WORK REQUIRED
Write out the entries again. Match each one exactly.

Extracted records:
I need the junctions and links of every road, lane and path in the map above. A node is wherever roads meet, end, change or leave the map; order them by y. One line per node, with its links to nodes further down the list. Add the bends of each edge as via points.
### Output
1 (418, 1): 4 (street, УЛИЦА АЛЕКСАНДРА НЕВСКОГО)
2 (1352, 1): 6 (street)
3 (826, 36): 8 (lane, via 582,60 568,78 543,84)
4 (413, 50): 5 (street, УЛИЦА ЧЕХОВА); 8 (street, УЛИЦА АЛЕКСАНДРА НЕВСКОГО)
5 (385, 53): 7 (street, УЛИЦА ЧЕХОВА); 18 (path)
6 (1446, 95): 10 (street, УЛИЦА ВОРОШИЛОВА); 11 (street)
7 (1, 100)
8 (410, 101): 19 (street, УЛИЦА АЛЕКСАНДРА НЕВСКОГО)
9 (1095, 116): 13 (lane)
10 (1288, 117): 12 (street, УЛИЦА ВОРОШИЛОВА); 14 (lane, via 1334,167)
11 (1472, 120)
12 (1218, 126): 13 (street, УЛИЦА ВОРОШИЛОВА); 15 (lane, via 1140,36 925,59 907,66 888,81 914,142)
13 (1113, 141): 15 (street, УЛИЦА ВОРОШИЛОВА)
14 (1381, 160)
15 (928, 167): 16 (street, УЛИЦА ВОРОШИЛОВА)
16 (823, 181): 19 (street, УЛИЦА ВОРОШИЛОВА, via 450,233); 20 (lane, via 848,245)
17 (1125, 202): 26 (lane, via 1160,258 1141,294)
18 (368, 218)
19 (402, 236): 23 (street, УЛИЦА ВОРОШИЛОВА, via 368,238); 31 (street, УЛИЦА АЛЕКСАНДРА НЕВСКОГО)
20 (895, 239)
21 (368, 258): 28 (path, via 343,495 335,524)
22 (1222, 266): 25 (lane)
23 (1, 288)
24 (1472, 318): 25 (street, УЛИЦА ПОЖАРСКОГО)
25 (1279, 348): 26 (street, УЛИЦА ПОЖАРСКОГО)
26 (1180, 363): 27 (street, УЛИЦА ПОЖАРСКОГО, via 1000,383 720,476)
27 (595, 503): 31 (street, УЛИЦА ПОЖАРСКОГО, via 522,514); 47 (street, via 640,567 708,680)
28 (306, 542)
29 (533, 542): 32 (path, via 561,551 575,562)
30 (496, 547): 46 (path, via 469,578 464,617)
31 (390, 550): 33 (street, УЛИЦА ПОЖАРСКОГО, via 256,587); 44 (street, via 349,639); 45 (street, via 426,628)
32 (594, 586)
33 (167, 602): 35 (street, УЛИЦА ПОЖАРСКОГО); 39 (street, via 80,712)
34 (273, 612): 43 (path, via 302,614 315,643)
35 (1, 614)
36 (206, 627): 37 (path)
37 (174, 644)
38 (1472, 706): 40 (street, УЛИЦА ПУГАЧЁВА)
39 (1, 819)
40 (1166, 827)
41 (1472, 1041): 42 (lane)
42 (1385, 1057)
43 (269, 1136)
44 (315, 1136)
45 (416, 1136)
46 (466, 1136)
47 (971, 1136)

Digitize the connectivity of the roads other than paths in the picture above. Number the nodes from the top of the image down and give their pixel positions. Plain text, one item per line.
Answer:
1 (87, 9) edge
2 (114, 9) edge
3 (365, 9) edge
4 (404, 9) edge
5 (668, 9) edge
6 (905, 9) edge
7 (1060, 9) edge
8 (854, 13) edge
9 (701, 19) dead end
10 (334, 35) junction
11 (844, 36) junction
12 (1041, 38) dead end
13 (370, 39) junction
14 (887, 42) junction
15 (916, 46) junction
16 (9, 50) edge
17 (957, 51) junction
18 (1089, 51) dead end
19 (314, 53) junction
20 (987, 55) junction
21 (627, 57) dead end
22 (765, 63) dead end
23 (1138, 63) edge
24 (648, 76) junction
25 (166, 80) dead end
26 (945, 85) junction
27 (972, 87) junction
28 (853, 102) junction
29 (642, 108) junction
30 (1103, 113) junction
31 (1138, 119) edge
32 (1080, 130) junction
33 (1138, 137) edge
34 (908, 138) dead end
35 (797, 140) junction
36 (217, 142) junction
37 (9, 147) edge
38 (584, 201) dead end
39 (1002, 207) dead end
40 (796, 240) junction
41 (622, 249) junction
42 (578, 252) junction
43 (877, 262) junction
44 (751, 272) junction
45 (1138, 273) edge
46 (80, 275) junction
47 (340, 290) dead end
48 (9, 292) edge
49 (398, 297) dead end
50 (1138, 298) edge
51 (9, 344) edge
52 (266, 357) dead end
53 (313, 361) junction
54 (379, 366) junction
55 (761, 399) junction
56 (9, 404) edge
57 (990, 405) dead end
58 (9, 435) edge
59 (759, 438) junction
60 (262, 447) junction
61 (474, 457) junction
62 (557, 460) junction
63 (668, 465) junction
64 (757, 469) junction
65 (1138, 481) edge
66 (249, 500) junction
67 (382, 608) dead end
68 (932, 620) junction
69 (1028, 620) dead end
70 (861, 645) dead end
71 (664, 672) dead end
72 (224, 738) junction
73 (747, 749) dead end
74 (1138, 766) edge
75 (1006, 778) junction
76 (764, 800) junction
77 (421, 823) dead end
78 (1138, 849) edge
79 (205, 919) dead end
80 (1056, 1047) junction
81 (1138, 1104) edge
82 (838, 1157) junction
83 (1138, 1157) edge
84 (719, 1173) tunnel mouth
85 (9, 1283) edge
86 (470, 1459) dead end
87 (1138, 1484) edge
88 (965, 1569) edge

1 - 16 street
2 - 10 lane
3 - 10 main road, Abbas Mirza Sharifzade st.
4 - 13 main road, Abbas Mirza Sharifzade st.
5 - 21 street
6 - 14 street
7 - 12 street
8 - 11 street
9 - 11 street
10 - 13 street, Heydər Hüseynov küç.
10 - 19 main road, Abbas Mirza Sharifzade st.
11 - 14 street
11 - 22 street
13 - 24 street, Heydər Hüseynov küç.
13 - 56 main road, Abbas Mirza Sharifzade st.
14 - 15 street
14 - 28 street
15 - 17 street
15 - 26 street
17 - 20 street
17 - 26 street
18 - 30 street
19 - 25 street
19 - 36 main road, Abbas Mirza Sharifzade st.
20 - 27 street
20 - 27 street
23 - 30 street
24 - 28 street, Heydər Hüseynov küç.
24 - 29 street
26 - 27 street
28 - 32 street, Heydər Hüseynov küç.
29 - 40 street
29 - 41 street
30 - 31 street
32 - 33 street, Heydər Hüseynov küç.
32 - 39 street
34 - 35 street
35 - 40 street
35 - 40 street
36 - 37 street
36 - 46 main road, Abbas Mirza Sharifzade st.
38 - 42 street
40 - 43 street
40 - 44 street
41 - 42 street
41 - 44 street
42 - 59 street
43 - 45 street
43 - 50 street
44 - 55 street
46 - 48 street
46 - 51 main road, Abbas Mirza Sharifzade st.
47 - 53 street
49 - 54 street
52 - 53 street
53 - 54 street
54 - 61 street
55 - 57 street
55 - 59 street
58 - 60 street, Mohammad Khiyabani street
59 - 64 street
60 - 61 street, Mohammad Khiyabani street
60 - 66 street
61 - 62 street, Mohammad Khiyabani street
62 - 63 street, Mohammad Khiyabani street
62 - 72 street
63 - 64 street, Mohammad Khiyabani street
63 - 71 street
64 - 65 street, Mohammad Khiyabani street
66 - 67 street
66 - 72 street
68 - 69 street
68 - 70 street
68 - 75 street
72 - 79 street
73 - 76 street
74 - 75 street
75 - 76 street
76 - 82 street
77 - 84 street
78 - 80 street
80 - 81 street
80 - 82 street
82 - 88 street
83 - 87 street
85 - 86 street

ANSWER BELOW
I need the junctions and links of every road, lane and path in the map above. A node is wherever roads meet, end, change or leave the map; order them by y. One line per node, with its links to nodes further down the list. Add the bends of each edge as via points.
### Output
1 (418, 1): 4 (street, УЛИЦА АЛЕКСАНДРА НЕВСКОГО)
2 (1352, 1): 6 (street)
3 (826, 36): 8 (lane, via 582,60 568,78 543,84)
4 (413, 50): 5 (street, УЛИЦА ЧЕХОВА); 8 (street, УЛИЦА АЛЕКСАНДРА НЕВСКОГО)
5 (385, 53): 7 (street, УЛИЦА ЧЕХОВА); 18 (path)
6 (1446, 95): 10 (street, УЛИЦА ВОРОШИЛОВА); 11 (street)
7 (1, 100)
8 (410, 101): 19 (street, УЛИЦА АЛЕКСАНДРА НЕВСКОГО)
9 (1095, 116): 13 (lane)
10 (1288, 117): 12 (street, УЛИЦА ВОРОШИЛОВА); 14 (lane, via 1334,167)
11 (1472, 120)
12 (1218, 126): 13 (street, УЛИЦА ВОРОШИЛОВА); 15 (lane, via 1140,36 925,59 907,66 888,81 914,142)
13 (1113, 141): 15 (street, УЛИЦА ВОРОШИЛОВА)
14 (1381, 160)
15 (928, 167): 16 (street, УЛИЦА ВОРОШИЛОВА)
16 (823, 181): 19 (street, УЛИЦА ВОРОШИЛОВА, via 450,233); 20 (lane, via 848,245)
17 (1125, 202): 26 (lane, via 1160,258 1141,294)
18 (368, 218)
19 (402, 236): 23 (street, УЛИЦА ВОРОШИЛОВА, via 368,238); 31 (street, УЛИЦА АЛЕКСАНДРА НЕВСКОГО)
20 (895, 239)
21 (368, 258): 28 (path, via 343,495 335,524)
22 (1222, 266): 25 (lane)
23 (1, 288)
24 (1472, 318): 25 (street, УЛИЦА ПОЖАРСКОГО)
25 (1279, 348): 26 (street, УЛИЦА ПОЖАРСКОГО)
26 (1180, 363): 27 (street, УЛИЦА ПОЖАРСКОГО, via 1000,383 720,476)
27 (595, 503): 31 (street, УЛИЦА ПОЖАРСКОГО, via 522,514); 47 (street, via 640,567 708,680)
28 (306, 542)
29 (533, 542): 32 (path, via 561,551 575,562)
30 (496, 547): 46 (path, via 469,578 464,617)
31 (390, 550): 33 (street, УЛИЦА ПОЖАРСКОГО, via 256,587); 44 (street, via 349,639); 45 (street, via 426,628)
32 (594, 586)
33 (167, 602): 35 (street, УЛИЦА ПОЖАРСКОГО); 39 (street, via 80,712)
34 (273, 612): 43 (path, via 302,614 315,643)
35 (1, 614)
36 (206, 627): 37 (path)
37 (174, 644)
38 (1472, 706): 40 (street, УЛИЦА ПУГАЧЁВА)
39 (1, 819)
40 (1166, 827)
41 (1472, 1041): 42 (lane)
42 (1385, 1057)
43 (269, 1136)
44 (315, 1136)
45 (416, 1136)
46 (466, 1136)
47 (971, 1136)

Digitize the connectivity of the roads other than paths in the picture above. Number the nodes from the top of the image down and give their pixel positions. Plain text, one item per line.
Answer:
1 (87, 9) edge
2 (114, 9) edge
3 (365, 9) edge
4 (404, 9) edge
5 (668, 9) edge
6 (905, 9) edge
7 (1060, 9) edge
8 (854, 13) edge
9 (701, 19) dead end
10 (334, 35) junction
11 (844, 36) junction
12 (1041, 38) dead end
13 (370, 39) junction
14 (887, 42) junction
15 (916, 46) junction
16 (9, 50) edge
17 (957, 51) junction
18 (1089, 51) dead end
19 (314, 53) junction
20 (987, 55) junction
21 (627, 57) dead end
22 (765, 63) dead end
23 (1138, 63) edge
24 (648, 76) junction
25 (166, 80) dead end
26 (945, 85) junction
27 (972, 87) junction
28 (853, 102) junction
29 (642, 108) junction
30 (1103, 113) junction
31 (1138, 119) edge
32 (1080, 130) junction
33 (1138, 137) edge
34 (908, 138) dead end
35 (797, 140) junction
36 (217, 142) junction
37 (9, 147) edge
38 (584, 201) dead end
39 (1002, 207) dead end
40 (796, 240) junction
41 (622, 249) junction
42 (578, 252) junction
43 (877, 262) junction
44 (751, 272) junction
45 (1138, 273) edge
46 (80, 275) junction
47 (340, 290) dead end
48 (9, 292) edge
49 (398, 297) dead end
50 (1138, 298) edge
51 (9, 344) edge
52 (266, 357) dead end
53 (313, 361) junction
54 (379, 366) junction
55 (761, 399) junction
56 (9, 404) edge
57 (990, 405) dead end
58 (9, 435) edge
59 (759, 438) junction
60 (262, 447) junction
61 (474, 457) junction
62 (557, 460) junction
63 (668, 465) junction
64 (757, 469) junction
65 (1138, 481) edge
66 (249, 500) junction
67 (382, 608) dead end
68 (932, 620) junction
69 (1028, 620) dead end
70 (861, 645) dead end
71 (664, 672) dead end
72 (224, 738) junction
73 (747, 749) dead end
74 (1138, 766) edge
75 (1006, 778) junction
76 (764, 800) junction
77 (421, 823) dead end
78 (1138, 849) edge
79 (205, 919) dead end
80 (1056, 1047) junction
81 (1138, 1104) edge
82 (838, 1157) junction
83 (1138, 1157) edge
84 (719, 1173) tunnel mouth
85 (9, 1283) edge
86 (470, 1459) dead end
87 (1138, 1484) edge
88 (965, 1569) edge

1 - 16 street
2 - 10 lane
3 - 10 main road, Abbas Mirza Sharifzade st.
4 - 13 main road, Abbas Mirza Sharifzade st.
5 - 21 street
6 - 14 street
7 - 12 street
8 - 11 street
9 - 11 street
10 - 13 street, Heydər Hüseynov küç.
10 - 19 main road, Abbas Mirza Sharifzade st.
11 - 14 street
11 - 22 street
13 - 24 street, Heydər Hüseynov küç.
13 - 56 main road, Abbas Mirza Sharifzade st.
14 - 15 street
14 - 28 street
15 - 17 street
15 - 26 street
17 - 20 street
17 - 26 street
18 - 30 street
19 - 25 street
19 - 36 main road, Abbas Mirza Sharifzade st.
20 - 27 street
20 - 27 street
23 - 30 street
24 - 28 street, Heydər Hüseynov küç.
24 - 29 street
26 - 27 street
28 - 32 street, Heydər Hüseynov küç.
29 - 40 street
29 - 41 street
30 - 31 street
32 - 33 street, Heydər Hüseynov küç.
32 - 39 street
34 - 35 street
35 - 40 street
35 - 40 street
36 - 37 street
36 - 46 main road, Abbas Mirza Sharifzade st.
38 - 42 street
40 - 43 street
40 - 44 street
41 - 42 street
41 - 44 street
42 - 59 street
43 - 45 street
43 - 50 street
44 - 55 street
46 - 48 street
46 - 51 main road, Abbas Mirza Sharifzade st.
47 - 53 street
49 - 54 street
52 - 53 street
53 - 54 street
54 - 61 street
55 - 57 street
55 - 59 street
58 - 60 street, Mohammad Khiyabani street
59 - 64 street
60 - 61 street, Mohammad Khiyabani street
60 - 66 street
61 - 62 street, Mohammad Khiyabani street
62 - 63 street, Mohammad Khiyabani street
62 - 72 street
63 - 64 street, Mohammad Khiyabani street
63 - 71 street
64 - 65 street, Mohammad Khiyabani street
66 - 67 street
66 - 72 street
68 - 69 street
68 - 70 street
68 - 75 street
72 - 79 street
73 - 76 street
74 - 75 street
75 - 76 street
76 - 82 street
77 - 84 street
78 - 80 street
80 - 81 street
80 - 82 street
82 - 88 street
83 - 87 street
85 - 86 street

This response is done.